### TASK DETAILS
Look below for lines that hold the string "thumb" and copy each one.

### SUPPLIED RECORDS
● ● ● ● ●

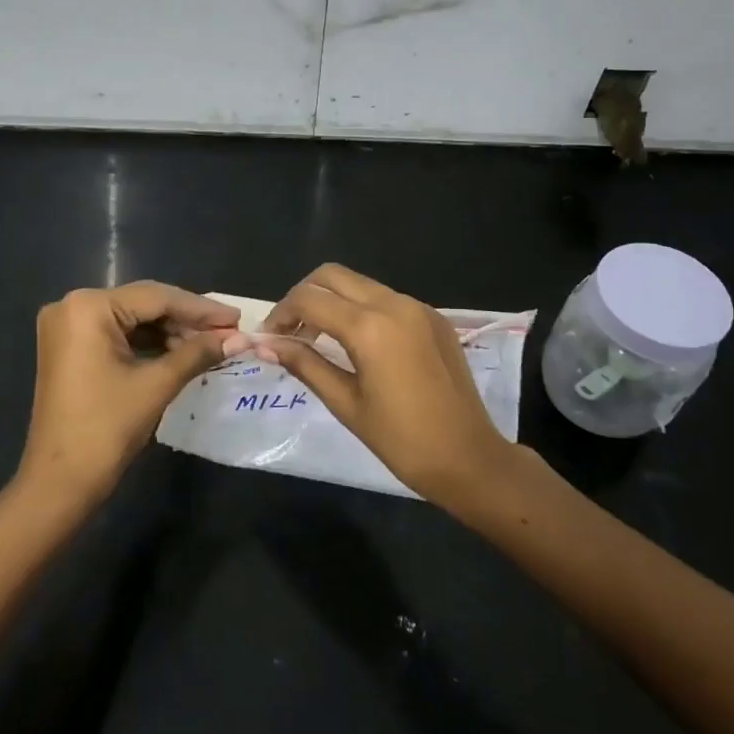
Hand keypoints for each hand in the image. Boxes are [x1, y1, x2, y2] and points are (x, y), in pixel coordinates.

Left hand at [19, 281, 239, 503]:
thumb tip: (239, 338)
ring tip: (212, 345)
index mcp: (88, 307)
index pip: (156, 297)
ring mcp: (67, 327)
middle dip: (187, 320)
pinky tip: (181, 353)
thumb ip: (198, 353)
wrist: (59, 482)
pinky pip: (117, 335)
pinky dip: (149, 343)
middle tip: (229, 331)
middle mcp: (73, 306)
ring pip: (132, 319)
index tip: (237, 318)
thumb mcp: (156, 385)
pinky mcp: (70, 347)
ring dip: (171, 332)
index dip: (201, 308)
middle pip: (143, 304)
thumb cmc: (107, 428)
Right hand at [254, 264, 522, 505]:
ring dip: (332, 301)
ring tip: (317, 338)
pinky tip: (356, 343)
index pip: (309, 299)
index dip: (281, 313)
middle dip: (304, 296)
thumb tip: (264, 344)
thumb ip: (305, 364)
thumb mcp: (345, 403)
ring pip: (360, 284)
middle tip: (289, 331)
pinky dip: (361, 309)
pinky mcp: (434, 318)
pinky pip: (387, 299)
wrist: (469, 458)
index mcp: (370, 327)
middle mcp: (395, 304)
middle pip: (333, 276)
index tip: (268, 338)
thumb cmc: (401, 440)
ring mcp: (418, 307)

● ● ● ● ●

### EXERCISE OUTPUT
thumb tip: (239, 338)
thumb ip: (198, 353)
thumb mcp: (156, 385)
thumb cmc: (107, 428)
thumb tip: (264, 344)
thumb ip: (305, 364)
thumb mcp: (345, 403)
thumb cmc: (401, 440)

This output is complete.